◆ TASK GOAL:
Find the string "Court" in the material. Copy every line that has it.

- Opening Delimiter -

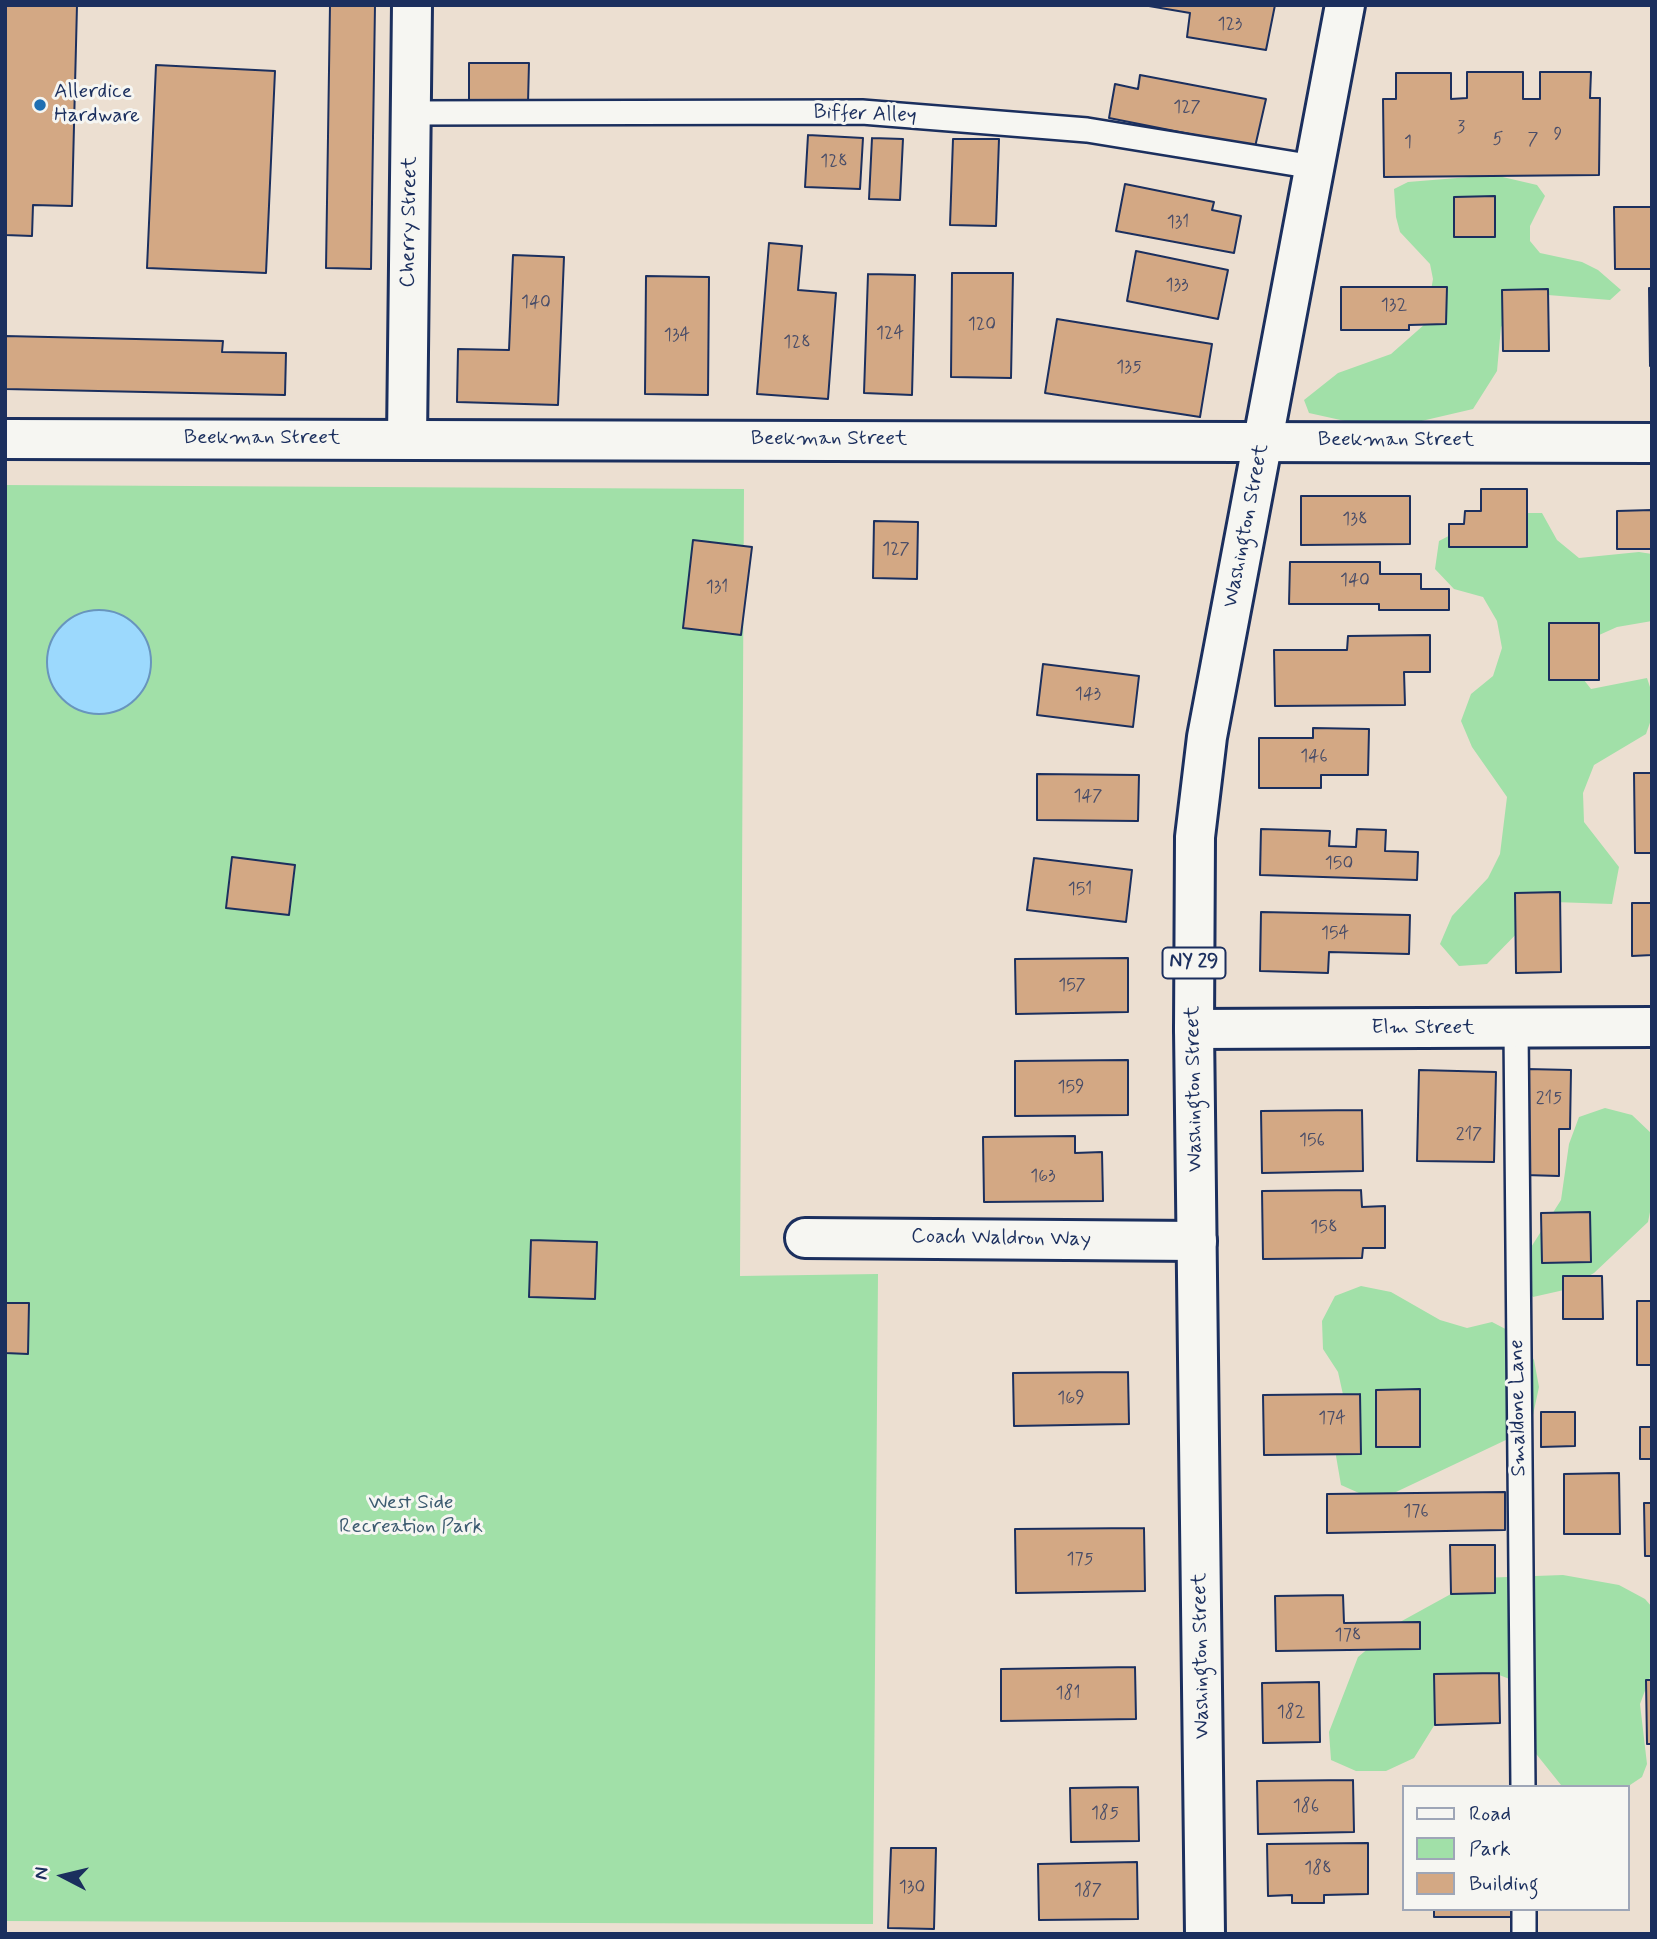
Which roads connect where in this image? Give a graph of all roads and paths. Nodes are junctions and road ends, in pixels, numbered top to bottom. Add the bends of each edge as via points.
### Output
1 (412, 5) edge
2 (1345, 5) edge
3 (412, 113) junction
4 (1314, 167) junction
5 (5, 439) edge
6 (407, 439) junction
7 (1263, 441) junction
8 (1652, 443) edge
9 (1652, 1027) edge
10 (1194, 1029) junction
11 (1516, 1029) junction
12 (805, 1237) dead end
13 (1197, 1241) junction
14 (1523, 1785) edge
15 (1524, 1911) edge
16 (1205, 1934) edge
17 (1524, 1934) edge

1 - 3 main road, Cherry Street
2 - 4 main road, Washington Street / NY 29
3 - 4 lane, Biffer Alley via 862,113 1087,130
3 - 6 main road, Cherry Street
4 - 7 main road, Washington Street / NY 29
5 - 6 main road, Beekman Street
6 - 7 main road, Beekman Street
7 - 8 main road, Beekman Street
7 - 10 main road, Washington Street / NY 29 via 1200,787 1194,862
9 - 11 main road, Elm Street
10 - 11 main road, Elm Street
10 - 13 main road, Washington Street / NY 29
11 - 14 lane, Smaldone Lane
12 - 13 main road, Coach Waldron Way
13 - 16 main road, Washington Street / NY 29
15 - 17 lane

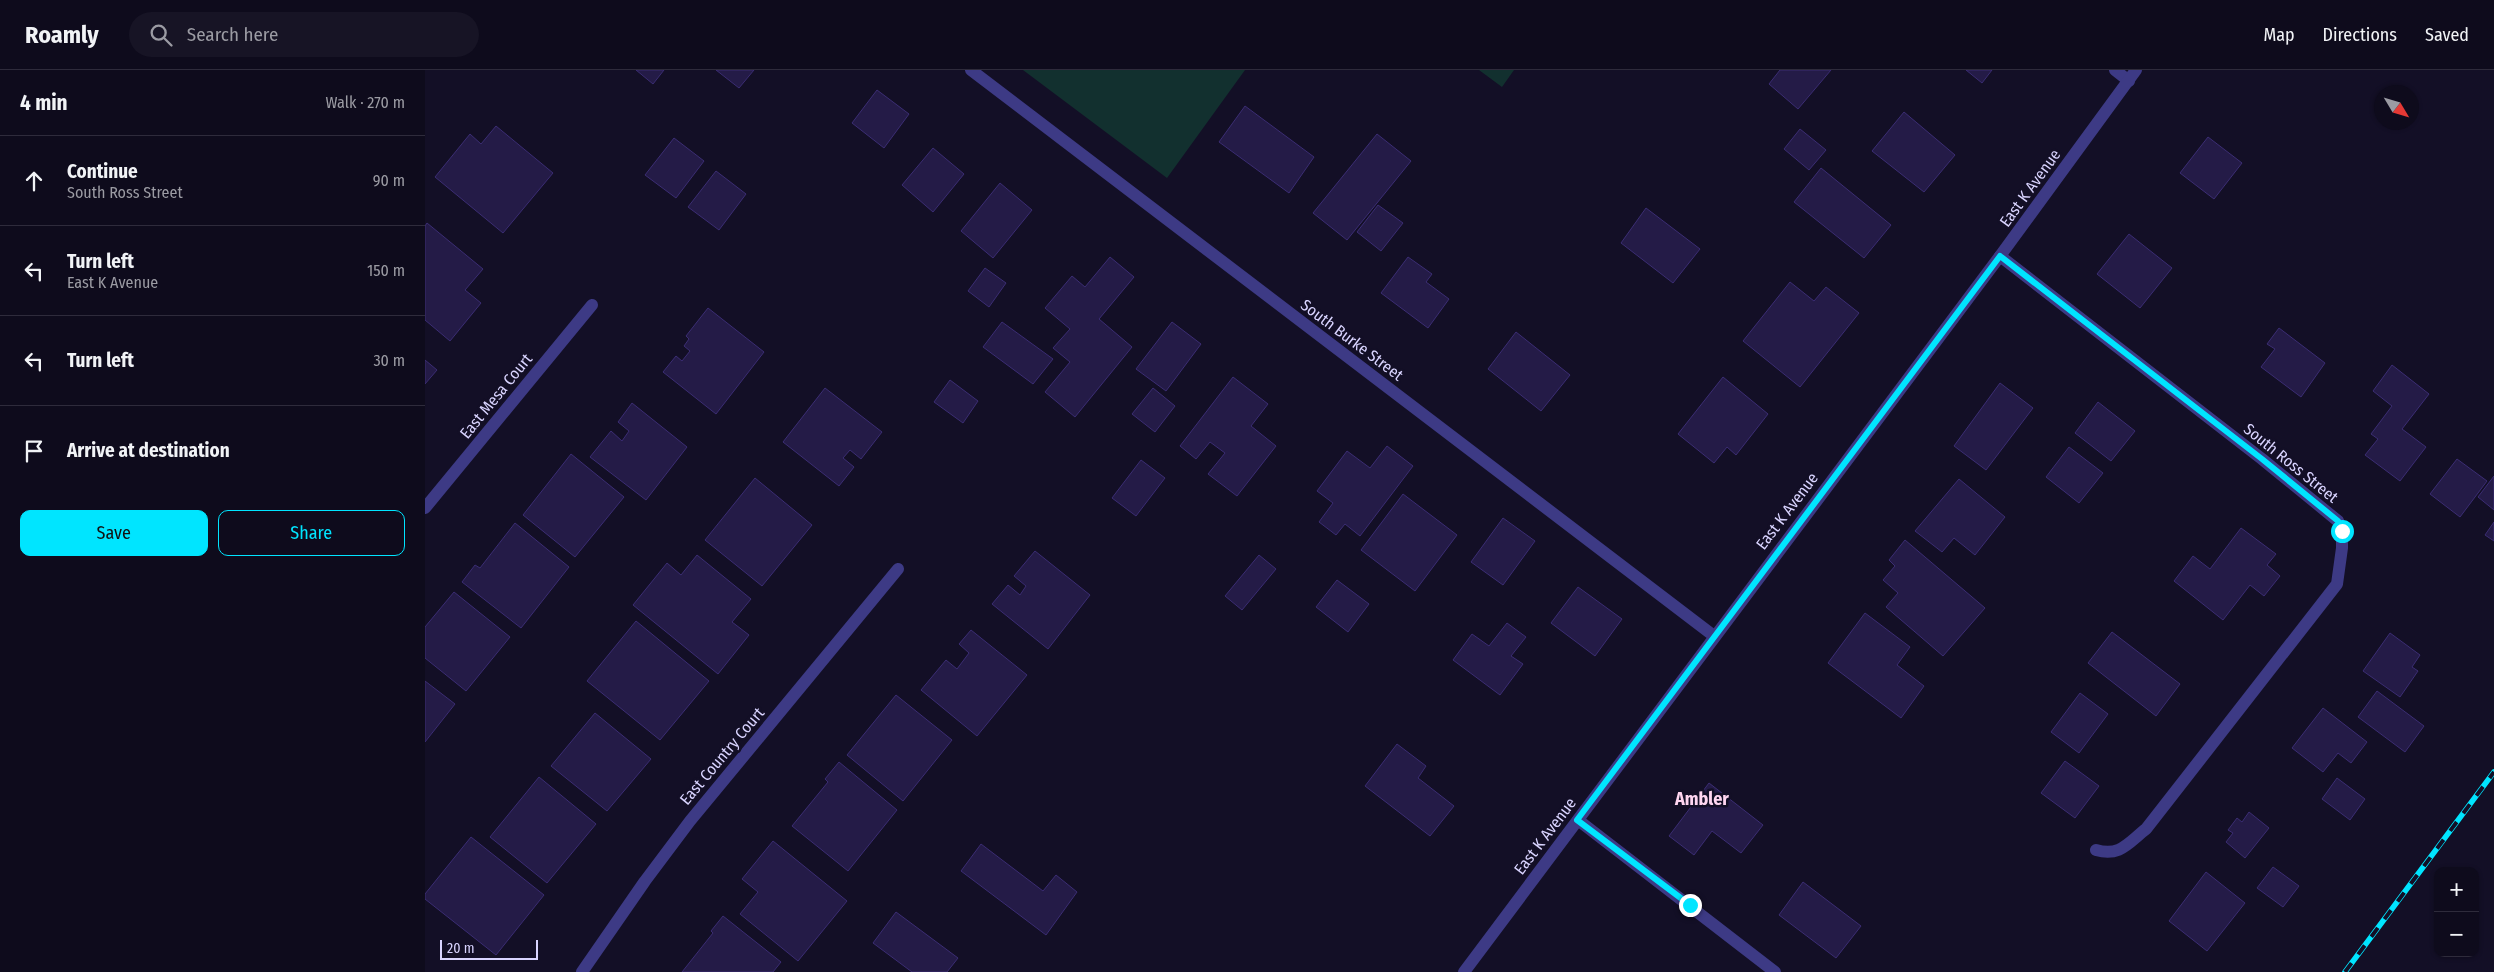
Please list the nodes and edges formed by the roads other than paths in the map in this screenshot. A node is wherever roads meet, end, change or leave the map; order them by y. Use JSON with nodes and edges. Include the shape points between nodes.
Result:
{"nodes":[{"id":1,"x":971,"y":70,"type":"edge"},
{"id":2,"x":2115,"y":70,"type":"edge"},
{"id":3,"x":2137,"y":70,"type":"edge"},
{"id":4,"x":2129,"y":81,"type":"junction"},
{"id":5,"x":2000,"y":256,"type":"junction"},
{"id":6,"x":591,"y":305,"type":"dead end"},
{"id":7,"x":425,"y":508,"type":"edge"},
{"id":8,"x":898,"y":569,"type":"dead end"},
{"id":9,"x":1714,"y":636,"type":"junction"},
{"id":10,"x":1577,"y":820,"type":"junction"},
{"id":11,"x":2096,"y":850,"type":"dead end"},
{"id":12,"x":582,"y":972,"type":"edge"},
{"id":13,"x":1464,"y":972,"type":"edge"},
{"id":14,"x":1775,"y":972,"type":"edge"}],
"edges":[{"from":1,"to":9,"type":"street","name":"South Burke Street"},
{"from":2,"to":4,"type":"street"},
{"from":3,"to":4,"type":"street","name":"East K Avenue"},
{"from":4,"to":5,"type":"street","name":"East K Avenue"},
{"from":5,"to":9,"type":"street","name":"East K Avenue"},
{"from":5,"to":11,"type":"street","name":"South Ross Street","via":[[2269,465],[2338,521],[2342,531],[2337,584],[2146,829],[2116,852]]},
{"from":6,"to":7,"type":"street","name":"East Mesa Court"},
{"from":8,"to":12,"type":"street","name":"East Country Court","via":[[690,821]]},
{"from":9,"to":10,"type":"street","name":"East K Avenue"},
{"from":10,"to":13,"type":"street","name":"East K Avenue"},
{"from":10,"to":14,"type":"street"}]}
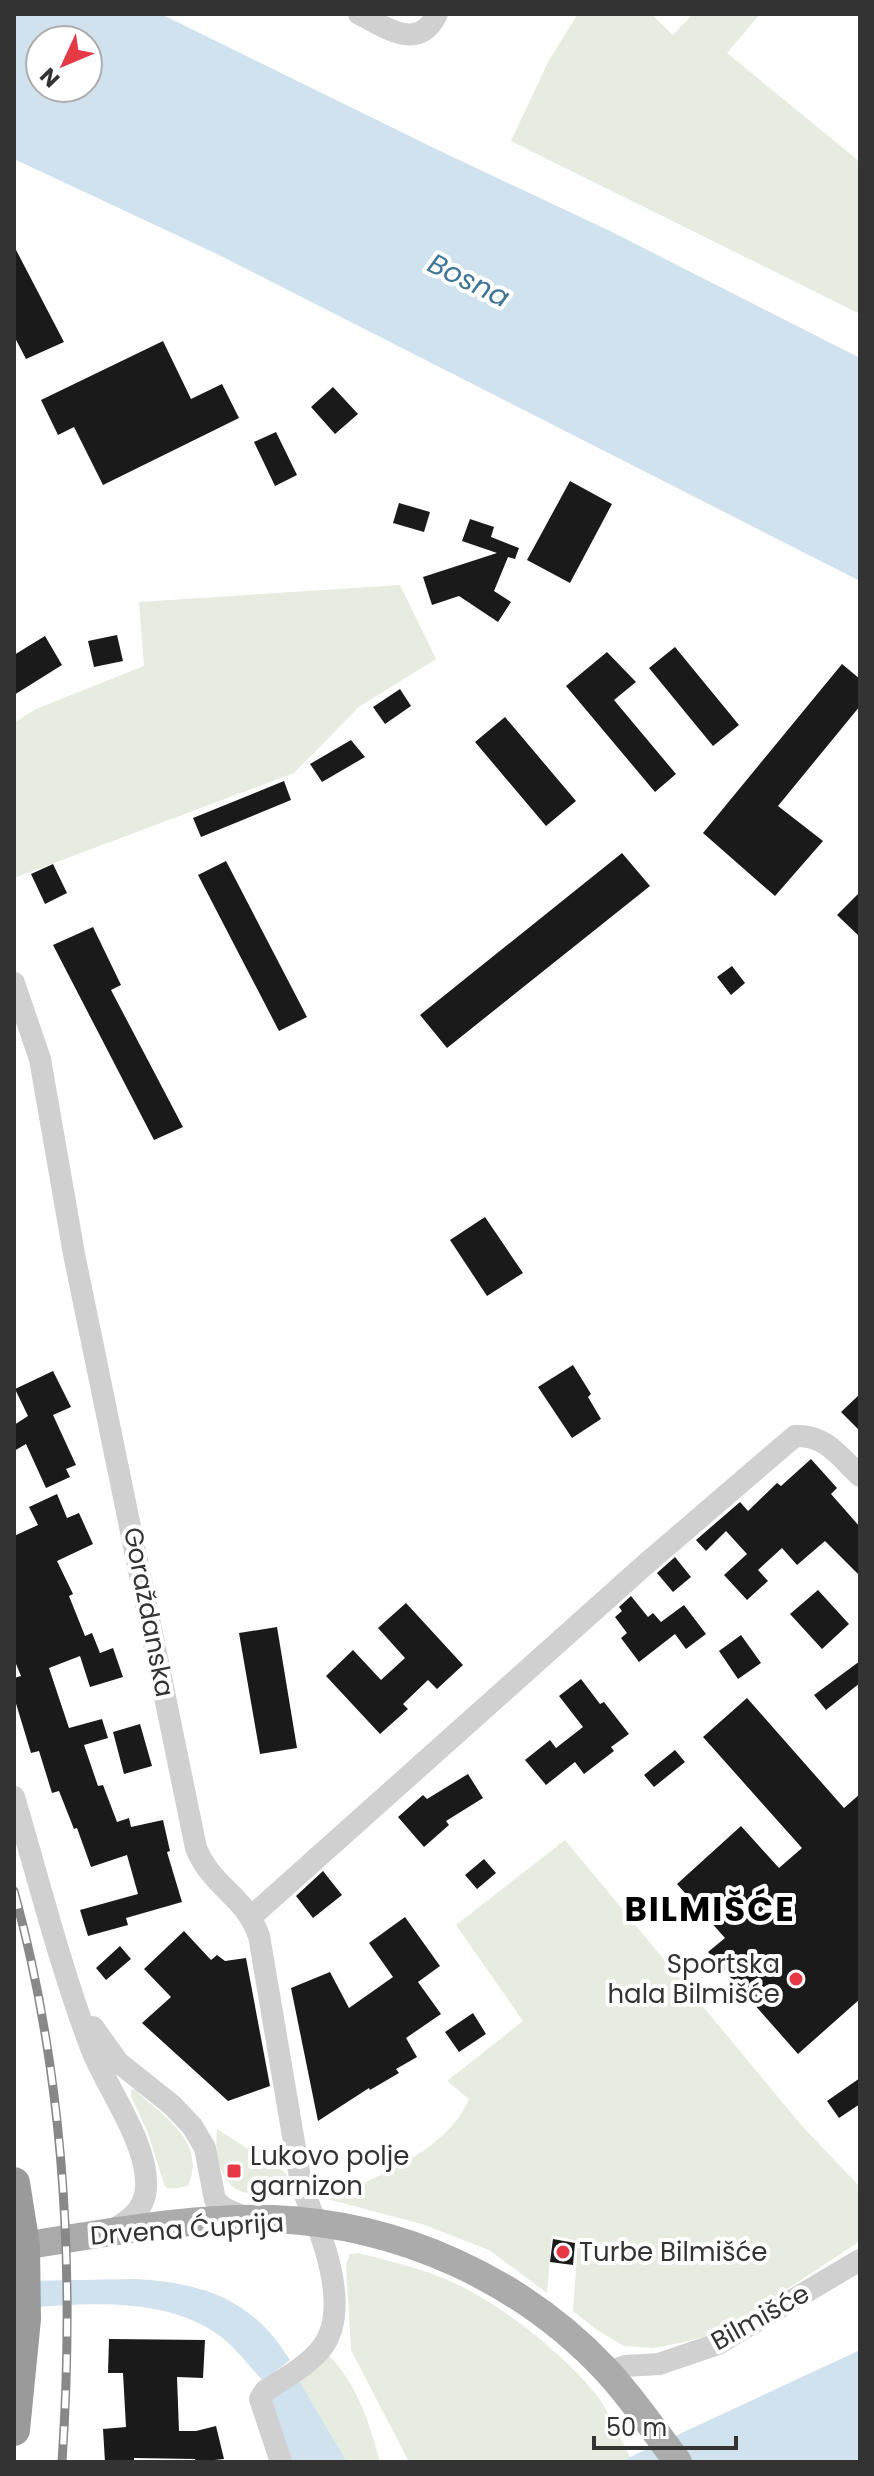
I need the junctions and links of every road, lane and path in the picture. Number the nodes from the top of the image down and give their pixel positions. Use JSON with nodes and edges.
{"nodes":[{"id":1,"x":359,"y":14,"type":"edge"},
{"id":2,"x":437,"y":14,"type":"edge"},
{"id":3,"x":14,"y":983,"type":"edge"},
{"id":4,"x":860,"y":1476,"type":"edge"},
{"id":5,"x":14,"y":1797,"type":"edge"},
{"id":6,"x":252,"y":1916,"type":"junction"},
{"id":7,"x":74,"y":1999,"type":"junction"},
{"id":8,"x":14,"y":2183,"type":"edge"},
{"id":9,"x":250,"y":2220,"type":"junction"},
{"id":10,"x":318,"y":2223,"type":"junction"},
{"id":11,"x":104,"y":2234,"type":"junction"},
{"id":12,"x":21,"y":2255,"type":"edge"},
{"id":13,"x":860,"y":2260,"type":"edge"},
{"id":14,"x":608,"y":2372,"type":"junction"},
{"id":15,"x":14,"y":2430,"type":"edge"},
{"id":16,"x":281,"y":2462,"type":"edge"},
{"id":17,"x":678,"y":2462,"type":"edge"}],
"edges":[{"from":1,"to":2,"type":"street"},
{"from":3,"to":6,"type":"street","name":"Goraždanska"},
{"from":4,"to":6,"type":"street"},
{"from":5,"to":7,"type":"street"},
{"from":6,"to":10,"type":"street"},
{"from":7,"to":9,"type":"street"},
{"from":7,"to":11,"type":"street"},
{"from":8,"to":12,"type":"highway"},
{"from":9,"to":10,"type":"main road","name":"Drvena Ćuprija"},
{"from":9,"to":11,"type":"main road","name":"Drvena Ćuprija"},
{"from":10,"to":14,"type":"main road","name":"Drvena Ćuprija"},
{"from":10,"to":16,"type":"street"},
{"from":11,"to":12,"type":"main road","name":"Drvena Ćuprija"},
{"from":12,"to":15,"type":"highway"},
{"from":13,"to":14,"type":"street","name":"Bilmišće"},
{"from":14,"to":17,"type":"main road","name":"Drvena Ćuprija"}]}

- Closing Delimiter -

◆ EXERCISE RESPONSE:
{"from":6,"to":7,"type":"street","name":"East Mesa Court"},
{"from":8,"to":12,"type":"street","name":"East Country Court","via":[[690,821]]},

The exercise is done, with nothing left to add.